Пятнадцать лет назад мы все ещё привычно называли революции «локомотивом истории». С тех пор многое изменилось в общественном и индивидуальном сознании. Однако — и в этом объективная истина — революции остаются рубежными пунктами исторического процесса. Другое дело, что отношение к каждой из наиболее заметных из них выстраивается теперь по-новому.
«Славная революция»
Великая французская революция
Что касается Октябрьской революции 1917 г., то она может быть окончательно поглощена антитоталитарной революцией, начавшейся на наших глазах. Об этом — третье стихотворение.
— Господа, вы слыхали? — воскликнул вошедший,
Золотую застёжку впотьмах уронив, —
Снова правит виденье кровавое, Джефрис.
Не пора ли сжигать за собой корабли?
— Сэр, готовьте депешу, — сказал председатель.
(Секретарь уж держал голубое перо).
— Нас, надеюсь, поддержит сегодня создатель.
Это — имя, и дело, и слава его.
Нет врачей осторожнее, нежели в Гааге.
Принц над картой лекарство себе подбирал.
Вдруг — дежурного звонкие красные краги.
— Герр штатгальтер, из Англии прибыл сигнал!
У Людовика шёл ритуал одеванья.
Пэры Франции передавали чулки.
— Территория — вот что сильнее голландий.
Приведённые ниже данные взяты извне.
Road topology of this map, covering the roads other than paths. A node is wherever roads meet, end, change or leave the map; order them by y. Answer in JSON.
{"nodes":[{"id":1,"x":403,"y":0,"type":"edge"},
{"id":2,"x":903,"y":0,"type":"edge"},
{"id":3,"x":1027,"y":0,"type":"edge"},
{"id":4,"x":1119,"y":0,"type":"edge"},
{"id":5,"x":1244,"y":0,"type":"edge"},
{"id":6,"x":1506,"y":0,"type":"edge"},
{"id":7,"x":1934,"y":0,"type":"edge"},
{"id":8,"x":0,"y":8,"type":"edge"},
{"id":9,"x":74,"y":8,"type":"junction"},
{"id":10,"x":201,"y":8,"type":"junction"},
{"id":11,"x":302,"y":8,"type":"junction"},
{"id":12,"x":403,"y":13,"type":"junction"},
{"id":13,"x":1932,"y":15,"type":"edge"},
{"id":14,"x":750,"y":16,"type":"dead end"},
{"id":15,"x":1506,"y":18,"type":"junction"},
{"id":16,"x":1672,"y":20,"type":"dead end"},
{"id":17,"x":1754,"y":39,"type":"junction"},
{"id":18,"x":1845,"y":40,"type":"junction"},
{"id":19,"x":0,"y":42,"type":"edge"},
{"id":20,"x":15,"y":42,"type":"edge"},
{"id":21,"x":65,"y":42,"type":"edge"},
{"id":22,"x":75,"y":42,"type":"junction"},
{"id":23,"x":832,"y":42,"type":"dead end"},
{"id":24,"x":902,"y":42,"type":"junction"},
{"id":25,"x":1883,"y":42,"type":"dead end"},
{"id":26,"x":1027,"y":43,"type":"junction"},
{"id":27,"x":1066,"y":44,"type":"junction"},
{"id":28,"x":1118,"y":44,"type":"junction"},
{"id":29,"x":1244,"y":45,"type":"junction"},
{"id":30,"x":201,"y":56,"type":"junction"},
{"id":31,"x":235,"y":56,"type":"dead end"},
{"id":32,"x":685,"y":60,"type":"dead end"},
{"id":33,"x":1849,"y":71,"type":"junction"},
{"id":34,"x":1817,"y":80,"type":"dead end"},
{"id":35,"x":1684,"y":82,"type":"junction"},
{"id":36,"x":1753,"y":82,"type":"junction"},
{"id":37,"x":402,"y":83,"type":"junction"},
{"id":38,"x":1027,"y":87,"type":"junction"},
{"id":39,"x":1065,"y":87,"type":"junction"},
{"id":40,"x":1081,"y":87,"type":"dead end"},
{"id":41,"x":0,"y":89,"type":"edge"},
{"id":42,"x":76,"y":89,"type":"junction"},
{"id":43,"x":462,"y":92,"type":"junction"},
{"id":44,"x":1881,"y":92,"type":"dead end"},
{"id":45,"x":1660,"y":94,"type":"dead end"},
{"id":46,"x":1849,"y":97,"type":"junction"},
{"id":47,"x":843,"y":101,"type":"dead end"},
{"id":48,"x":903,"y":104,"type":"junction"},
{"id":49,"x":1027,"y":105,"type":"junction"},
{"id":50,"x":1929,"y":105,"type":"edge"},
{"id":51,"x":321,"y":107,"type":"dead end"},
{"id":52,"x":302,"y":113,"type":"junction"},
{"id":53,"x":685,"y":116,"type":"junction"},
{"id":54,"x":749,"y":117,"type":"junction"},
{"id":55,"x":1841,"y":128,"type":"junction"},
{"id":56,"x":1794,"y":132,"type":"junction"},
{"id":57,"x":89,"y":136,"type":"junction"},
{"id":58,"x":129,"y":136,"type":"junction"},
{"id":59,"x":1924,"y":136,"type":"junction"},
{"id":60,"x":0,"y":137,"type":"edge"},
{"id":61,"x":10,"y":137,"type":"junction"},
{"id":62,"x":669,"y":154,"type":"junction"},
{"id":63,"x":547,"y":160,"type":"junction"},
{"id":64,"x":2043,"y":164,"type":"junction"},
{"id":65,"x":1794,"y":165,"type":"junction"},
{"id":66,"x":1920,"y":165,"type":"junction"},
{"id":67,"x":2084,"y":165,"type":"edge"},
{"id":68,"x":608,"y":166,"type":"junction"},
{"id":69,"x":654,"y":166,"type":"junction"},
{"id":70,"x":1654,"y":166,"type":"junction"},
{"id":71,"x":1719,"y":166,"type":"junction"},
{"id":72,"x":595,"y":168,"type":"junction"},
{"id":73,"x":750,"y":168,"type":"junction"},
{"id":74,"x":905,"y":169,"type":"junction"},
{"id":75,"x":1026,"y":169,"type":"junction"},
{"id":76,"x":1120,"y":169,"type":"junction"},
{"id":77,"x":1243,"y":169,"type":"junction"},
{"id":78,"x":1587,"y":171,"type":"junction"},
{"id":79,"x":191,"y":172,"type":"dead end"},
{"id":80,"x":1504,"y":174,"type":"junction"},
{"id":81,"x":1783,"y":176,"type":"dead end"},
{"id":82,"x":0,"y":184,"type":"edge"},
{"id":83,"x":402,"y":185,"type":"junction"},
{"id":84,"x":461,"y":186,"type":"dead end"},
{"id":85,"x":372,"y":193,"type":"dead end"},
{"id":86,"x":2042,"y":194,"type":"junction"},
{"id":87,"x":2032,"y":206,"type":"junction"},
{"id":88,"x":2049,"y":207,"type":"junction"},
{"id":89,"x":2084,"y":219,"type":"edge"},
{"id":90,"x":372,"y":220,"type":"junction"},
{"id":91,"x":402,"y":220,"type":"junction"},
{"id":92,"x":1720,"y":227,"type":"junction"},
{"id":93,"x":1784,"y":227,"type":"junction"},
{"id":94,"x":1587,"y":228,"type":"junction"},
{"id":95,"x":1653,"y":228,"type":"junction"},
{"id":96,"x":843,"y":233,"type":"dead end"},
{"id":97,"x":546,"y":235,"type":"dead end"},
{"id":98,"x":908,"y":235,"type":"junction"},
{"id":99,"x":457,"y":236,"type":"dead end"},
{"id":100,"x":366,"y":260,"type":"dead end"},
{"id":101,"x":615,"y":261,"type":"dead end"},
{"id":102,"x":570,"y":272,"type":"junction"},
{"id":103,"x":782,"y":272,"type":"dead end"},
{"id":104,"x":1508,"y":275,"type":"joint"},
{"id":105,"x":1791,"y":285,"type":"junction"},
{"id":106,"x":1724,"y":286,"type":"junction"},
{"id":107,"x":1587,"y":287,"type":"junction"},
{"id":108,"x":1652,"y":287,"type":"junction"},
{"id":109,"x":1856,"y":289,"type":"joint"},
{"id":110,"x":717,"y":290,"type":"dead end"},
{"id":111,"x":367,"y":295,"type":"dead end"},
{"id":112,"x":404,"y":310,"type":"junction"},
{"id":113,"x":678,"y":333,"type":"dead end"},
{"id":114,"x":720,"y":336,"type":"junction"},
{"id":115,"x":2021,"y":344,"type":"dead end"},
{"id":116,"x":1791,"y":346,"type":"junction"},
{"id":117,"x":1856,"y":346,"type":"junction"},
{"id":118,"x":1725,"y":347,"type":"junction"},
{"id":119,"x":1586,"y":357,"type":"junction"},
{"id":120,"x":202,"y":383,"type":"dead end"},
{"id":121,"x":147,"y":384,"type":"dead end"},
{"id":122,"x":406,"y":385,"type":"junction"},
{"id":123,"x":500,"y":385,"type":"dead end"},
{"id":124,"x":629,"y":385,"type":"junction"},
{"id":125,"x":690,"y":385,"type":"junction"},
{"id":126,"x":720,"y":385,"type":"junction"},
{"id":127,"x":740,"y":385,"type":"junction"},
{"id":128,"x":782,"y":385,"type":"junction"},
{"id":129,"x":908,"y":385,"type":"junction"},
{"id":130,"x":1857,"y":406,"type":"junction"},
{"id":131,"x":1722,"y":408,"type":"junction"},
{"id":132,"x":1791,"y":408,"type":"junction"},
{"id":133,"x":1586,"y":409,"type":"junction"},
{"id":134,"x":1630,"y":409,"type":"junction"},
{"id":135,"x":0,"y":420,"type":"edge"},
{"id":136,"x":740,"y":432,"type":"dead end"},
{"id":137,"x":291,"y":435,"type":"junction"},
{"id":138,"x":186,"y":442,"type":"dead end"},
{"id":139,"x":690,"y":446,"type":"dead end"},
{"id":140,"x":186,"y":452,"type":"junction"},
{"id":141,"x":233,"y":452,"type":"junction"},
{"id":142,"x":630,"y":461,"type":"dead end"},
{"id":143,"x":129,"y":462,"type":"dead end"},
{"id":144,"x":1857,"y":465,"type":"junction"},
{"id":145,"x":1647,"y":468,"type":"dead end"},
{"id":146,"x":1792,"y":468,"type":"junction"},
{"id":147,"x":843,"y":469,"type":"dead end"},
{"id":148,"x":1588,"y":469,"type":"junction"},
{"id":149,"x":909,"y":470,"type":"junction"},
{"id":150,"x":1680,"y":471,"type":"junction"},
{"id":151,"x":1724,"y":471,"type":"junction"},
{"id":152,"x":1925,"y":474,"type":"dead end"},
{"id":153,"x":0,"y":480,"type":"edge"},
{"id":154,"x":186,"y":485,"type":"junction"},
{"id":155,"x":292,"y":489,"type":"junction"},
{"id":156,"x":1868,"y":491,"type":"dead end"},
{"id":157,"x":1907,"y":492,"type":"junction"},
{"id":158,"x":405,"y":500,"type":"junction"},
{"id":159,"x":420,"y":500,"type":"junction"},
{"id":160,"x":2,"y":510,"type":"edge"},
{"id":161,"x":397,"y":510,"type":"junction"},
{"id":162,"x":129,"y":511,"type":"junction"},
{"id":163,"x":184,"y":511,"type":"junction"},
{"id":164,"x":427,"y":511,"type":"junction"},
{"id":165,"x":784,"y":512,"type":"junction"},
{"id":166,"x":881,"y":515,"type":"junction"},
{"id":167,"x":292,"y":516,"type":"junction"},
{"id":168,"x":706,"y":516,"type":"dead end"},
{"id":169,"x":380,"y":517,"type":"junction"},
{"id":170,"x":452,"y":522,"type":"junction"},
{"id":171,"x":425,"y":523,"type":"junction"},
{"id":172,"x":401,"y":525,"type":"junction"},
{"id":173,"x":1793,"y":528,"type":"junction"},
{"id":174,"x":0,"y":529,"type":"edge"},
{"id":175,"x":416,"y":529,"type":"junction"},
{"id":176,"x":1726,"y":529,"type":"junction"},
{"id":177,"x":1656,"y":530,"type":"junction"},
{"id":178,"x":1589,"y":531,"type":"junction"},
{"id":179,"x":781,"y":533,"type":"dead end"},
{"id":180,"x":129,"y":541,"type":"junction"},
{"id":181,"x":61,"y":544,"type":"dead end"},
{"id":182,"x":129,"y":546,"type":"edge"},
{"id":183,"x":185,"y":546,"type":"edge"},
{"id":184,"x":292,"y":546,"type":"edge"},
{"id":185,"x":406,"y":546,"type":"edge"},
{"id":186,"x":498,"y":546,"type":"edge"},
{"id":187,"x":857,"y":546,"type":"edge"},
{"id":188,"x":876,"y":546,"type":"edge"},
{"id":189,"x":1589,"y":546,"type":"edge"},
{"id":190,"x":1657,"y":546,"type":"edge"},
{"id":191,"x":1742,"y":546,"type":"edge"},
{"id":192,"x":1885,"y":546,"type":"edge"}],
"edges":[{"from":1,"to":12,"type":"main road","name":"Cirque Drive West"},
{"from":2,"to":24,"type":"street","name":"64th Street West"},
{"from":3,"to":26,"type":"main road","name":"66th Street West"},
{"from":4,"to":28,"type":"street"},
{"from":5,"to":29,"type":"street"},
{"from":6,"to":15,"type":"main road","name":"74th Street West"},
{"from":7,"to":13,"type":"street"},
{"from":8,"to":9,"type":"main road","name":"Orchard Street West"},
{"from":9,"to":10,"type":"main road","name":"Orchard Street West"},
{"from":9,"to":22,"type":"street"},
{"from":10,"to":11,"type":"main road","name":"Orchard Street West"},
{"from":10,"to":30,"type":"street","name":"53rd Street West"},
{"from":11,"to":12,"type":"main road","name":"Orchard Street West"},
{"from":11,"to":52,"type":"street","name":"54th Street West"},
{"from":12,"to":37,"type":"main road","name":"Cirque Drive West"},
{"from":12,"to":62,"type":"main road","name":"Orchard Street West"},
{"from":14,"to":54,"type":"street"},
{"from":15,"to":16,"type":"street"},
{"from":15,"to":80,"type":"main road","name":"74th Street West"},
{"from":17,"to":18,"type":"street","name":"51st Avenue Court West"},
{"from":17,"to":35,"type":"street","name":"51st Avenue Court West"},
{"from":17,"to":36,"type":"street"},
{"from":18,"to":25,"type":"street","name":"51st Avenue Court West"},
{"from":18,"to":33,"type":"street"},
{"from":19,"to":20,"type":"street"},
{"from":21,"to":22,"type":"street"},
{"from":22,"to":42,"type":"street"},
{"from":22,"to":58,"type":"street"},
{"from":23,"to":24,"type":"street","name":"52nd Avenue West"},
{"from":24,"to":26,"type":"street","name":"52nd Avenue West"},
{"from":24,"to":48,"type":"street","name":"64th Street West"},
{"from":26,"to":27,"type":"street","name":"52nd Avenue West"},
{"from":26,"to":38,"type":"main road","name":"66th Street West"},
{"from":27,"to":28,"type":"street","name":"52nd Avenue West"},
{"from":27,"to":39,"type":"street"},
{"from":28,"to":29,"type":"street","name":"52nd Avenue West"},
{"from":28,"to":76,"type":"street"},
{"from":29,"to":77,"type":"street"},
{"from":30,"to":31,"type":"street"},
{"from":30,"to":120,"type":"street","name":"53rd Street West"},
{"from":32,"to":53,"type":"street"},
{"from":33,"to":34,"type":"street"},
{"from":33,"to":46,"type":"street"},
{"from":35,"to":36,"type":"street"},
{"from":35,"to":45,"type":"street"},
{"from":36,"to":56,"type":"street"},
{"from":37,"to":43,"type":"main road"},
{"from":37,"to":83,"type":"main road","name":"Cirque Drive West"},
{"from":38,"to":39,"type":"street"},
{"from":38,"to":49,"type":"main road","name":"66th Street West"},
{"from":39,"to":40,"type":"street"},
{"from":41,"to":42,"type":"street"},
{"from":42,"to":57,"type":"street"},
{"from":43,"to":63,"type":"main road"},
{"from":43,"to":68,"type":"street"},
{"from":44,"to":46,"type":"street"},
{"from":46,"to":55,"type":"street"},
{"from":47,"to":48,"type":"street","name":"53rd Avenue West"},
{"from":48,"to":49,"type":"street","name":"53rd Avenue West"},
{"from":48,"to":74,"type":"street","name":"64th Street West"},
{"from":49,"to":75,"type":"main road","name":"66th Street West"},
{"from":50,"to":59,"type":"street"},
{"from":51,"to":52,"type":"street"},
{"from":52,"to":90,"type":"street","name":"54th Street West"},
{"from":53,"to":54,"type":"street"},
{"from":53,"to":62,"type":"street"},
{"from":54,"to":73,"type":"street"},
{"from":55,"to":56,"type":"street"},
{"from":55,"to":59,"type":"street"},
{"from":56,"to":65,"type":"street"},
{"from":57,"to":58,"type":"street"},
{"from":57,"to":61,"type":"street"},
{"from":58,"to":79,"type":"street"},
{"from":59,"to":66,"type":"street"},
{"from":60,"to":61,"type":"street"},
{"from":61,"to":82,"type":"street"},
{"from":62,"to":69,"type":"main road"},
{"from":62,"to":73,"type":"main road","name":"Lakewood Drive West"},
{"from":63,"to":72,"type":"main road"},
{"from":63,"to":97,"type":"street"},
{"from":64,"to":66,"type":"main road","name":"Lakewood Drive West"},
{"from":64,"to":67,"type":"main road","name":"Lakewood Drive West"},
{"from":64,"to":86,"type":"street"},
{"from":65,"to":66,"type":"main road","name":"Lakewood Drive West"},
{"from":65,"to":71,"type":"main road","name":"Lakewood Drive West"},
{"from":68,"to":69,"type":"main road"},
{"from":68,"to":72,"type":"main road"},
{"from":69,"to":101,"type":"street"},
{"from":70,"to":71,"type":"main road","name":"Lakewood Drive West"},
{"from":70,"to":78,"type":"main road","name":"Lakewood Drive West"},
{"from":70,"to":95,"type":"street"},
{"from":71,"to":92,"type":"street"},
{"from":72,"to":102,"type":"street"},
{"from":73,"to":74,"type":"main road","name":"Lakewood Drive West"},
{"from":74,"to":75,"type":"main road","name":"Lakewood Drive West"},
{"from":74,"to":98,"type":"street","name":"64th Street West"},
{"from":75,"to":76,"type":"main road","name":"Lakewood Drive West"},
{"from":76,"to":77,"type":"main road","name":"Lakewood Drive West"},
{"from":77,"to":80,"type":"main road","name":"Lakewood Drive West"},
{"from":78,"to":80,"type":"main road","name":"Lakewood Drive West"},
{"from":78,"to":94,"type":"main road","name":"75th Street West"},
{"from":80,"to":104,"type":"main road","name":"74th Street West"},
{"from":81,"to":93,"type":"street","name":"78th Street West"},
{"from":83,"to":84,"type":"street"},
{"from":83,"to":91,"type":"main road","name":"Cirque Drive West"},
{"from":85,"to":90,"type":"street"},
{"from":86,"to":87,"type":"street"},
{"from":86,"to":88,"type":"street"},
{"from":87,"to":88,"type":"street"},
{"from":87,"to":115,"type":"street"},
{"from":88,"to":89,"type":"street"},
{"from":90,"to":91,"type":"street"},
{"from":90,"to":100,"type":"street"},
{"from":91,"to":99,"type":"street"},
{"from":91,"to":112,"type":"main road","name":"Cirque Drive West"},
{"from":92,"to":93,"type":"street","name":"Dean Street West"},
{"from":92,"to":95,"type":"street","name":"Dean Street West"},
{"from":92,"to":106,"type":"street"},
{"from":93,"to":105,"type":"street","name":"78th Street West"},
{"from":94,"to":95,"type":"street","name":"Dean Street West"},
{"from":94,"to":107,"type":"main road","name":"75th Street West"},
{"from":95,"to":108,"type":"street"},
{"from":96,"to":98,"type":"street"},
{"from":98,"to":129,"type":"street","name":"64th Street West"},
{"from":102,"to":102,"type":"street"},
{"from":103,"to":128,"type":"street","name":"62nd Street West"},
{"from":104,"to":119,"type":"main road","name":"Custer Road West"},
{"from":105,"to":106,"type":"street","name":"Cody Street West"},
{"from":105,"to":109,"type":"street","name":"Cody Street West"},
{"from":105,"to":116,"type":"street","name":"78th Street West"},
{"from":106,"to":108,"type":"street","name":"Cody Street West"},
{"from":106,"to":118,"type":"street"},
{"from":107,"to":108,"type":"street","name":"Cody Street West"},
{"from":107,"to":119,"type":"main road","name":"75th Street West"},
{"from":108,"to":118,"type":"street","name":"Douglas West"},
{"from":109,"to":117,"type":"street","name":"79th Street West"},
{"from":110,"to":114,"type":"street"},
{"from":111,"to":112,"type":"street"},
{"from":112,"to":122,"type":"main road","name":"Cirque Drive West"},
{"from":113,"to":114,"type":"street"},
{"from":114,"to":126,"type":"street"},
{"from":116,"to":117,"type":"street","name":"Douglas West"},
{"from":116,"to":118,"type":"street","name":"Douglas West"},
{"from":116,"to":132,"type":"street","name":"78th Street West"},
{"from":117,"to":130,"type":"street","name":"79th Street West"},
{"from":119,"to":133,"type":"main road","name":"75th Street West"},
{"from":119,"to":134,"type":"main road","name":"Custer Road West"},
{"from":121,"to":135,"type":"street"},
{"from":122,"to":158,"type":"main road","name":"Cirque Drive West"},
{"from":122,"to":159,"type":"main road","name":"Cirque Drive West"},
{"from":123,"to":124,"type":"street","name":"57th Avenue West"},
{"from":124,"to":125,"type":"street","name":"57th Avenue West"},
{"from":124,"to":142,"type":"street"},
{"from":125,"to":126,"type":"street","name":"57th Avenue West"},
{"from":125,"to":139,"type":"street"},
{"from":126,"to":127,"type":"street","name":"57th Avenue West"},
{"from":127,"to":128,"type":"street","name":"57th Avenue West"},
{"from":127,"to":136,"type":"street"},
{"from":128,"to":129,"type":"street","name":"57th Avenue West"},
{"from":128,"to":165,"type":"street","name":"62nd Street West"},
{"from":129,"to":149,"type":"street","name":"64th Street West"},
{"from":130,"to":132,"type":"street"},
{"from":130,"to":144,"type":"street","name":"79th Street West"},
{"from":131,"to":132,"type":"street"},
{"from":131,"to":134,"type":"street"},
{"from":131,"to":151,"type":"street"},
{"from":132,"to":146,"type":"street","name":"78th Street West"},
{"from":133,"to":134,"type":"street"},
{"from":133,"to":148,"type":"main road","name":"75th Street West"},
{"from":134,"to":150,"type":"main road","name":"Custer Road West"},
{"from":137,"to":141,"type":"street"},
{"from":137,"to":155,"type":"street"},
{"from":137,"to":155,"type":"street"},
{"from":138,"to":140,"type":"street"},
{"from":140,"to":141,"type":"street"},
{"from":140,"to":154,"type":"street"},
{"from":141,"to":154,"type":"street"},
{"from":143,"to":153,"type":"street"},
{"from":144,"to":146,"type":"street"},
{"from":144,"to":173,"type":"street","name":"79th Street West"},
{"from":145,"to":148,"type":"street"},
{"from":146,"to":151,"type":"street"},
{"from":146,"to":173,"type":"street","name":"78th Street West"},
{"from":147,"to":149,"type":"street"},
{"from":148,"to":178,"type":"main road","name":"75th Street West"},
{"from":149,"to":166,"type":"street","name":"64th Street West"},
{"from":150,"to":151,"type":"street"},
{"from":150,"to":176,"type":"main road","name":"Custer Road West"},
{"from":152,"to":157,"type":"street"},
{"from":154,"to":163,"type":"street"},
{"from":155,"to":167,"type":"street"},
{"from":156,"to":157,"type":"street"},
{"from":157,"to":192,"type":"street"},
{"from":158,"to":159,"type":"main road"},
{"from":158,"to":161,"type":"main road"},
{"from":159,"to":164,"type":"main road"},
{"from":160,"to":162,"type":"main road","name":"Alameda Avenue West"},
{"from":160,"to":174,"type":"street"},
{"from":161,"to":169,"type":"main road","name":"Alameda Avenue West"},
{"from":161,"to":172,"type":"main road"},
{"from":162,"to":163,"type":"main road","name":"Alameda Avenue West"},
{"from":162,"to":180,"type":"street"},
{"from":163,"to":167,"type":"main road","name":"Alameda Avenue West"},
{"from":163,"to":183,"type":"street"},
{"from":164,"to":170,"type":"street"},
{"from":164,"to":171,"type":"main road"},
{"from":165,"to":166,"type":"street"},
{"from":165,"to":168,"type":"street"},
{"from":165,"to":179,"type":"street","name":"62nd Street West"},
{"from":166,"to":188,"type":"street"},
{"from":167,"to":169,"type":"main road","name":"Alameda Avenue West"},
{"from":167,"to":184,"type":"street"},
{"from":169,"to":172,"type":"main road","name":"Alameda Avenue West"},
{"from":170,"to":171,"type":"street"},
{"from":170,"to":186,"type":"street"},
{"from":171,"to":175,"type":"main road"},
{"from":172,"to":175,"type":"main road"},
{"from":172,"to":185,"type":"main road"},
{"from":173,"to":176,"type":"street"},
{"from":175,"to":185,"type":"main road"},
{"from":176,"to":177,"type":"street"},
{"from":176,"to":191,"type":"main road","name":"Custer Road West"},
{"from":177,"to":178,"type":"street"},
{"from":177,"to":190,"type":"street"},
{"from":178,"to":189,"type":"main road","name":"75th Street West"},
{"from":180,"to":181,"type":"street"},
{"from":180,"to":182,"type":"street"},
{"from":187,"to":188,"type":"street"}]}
Мы в Германию двинем сегодня полки.
Да, Оранским уплатит история сдельно,
Но господствовал дрейфа зловещий мотив.
И вторая Армада стояла без дела,
Неспособная Англию освободить.
Где в чести паруса, как в семнадцатом веке,
Где воинственный флот — основной аргумент,
Там большую политику делает ветер.
«Протестантский» подул? Так лови же момент!
Благосклонно сегодня открытое море,
И штатгальтер Европе даёт шенкеля.
Родовитые виги, дородные тори,
Выходите встречать своего короля!
Был привычен тогда перевёрнутый мир,
Наполнялась последняя ванна Марата,
И в бессонные двери парижских квартир
Колотила латынь молодых адвокатов.
Австриячка шептала: «Сегодня, мой сын,
Ты узнаешь жестокий кулак санкюлота».
И версальское великолепье картин
Затмевалось картиной слепого полёта.
Теруань торопилась на встречу с Бриссо.
Нам понятен задор ослепительной фронды.
Злоба дня оседала солёной росой
На ресницах заведомо приговорённой.
Вот последний квартал. За углом — особняк.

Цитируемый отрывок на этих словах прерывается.